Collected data

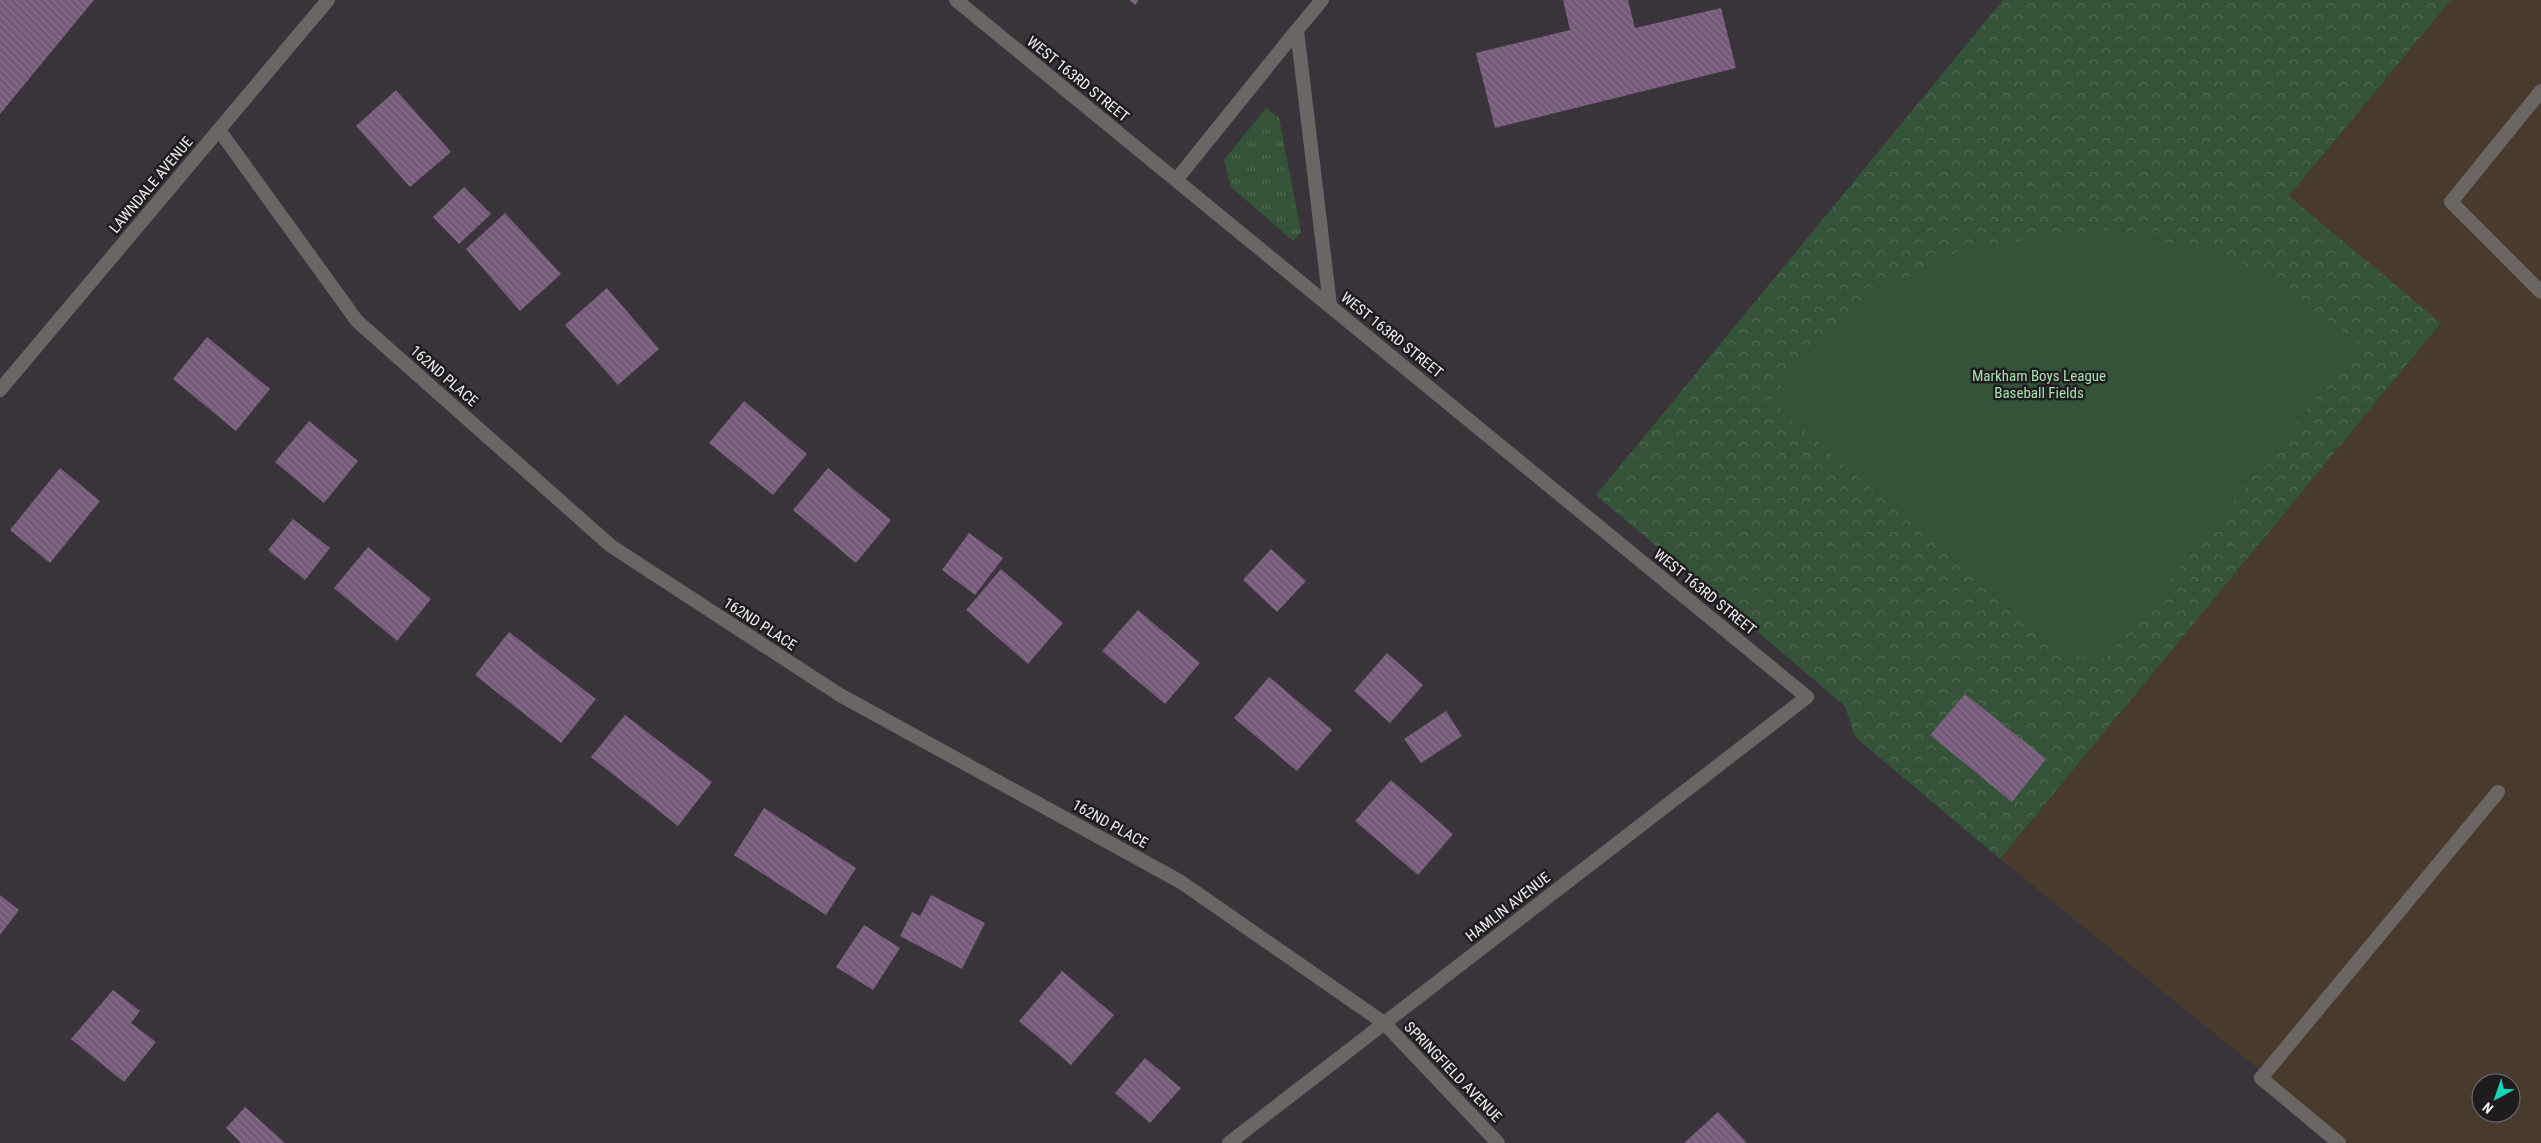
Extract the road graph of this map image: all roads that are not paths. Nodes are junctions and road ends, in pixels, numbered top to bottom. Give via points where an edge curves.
1 (328, 0) edge
2 (956, 0) edge
3 (1322, 0) edge
4 (1297, 30) junction
5 (2541, 91) edge
6 (218, 130) junction
7 (1176, 180) junction
8 (2541, 292) edge
9 (1330, 305) junction
10 (0, 390) edge
11 (1807, 697) joint
12 (2498, 792) dead end
13 (1384, 1024) junction
14 (1229, 1143) edge
15 (1498, 1143) edge
16 (2340, 1143) edge

1 - 6 street, LAWNDALE AVENUE
2 - 7 street, WEST 163RD STREET
3 - 4 street
4 - 7 street
4 - 9 street
5 - 8 street via 2452,202
6 - 10 street, LAWNDALE AVENUE
6 - 13 street, 162ND PLACE via 357,321 611,546 840,695 1182,882
7 - 9 street, WEST 163RD STREET
9 - 11 street, WEST 163RD STREET
11 - 13 street, HAMLIN AVENUE
12 - 16 street via 2261,1078
13 - 14 street, HAMLIN AVENUE
13 - 15 street, SPRINGFIELD AVENUE

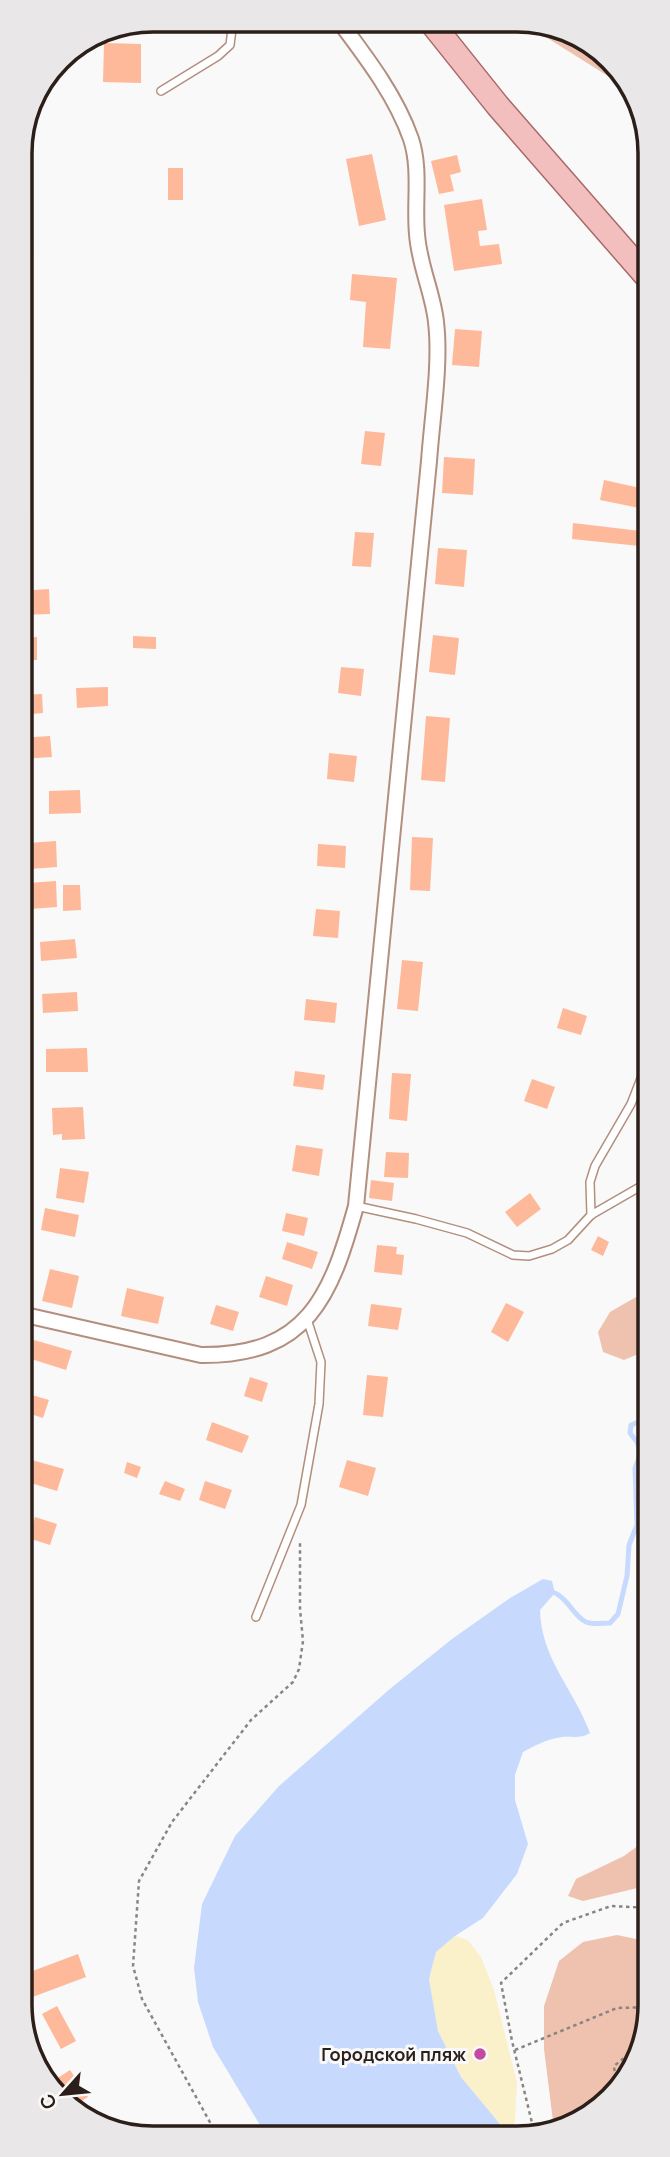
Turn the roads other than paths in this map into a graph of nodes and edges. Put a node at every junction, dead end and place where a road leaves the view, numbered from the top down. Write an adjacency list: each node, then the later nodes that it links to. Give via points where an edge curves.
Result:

▸ Required action
Pictures aside, every entry above must be repeated exactly.

▸ Final answer
Extract the road graph of this map image: all roads that are not paths. Nodes are junctions and road ends, in pixels, numbered top to bottom. Give via points where an edge curves.
1 (328, 0) edge
2 (956, 0) edge
3 (1322, 0) edge
4 (1297, 30) junction
5 (2541, 91) edge
6 (218, 130) junction
7 (1176, 180) junction
8 (2541, 292) edge
9 (1330, 305) junction
10 (0, 390) edge
11 (1807, 697) joint
12 (2498, 792) dead end
13 (1384, 1024) junction
14 (1229, 1143) edge
15 (1498, 1143) edge
16 (2340, 1143) edge

1 - 6 street, LAWNDALE AVENUE
2 - 7 street, WEST 163RD STREET
3 - 4 street
4 - 7 street
4 - 9 street
5 - 8 street via 2452,202
6 - 10 street, LAWNDALE AVENUE
6 - 13 street, 162ND PLACE via 357,321 611,546 840,695 1182,882
7 - 9 street, WEST 163RD STREET
9 - 11 street, WEST 163RD STREET
11 - 13 street, HAMLIN AVENUE
12 - 16 street via 2261,1078
13 - 14 street, HAMLIN AVENUE
13 - 15 street, SPRINGFIELD AVENUE

Turn the roads other than paths in this map into a graph of nodes and edges. Put a node at every junction, dead end and place where a road leaves the view, numbered from the top down. Write an adjacency list: each node, then the later nodes that it links to. Give via points where an edge curves.
Result:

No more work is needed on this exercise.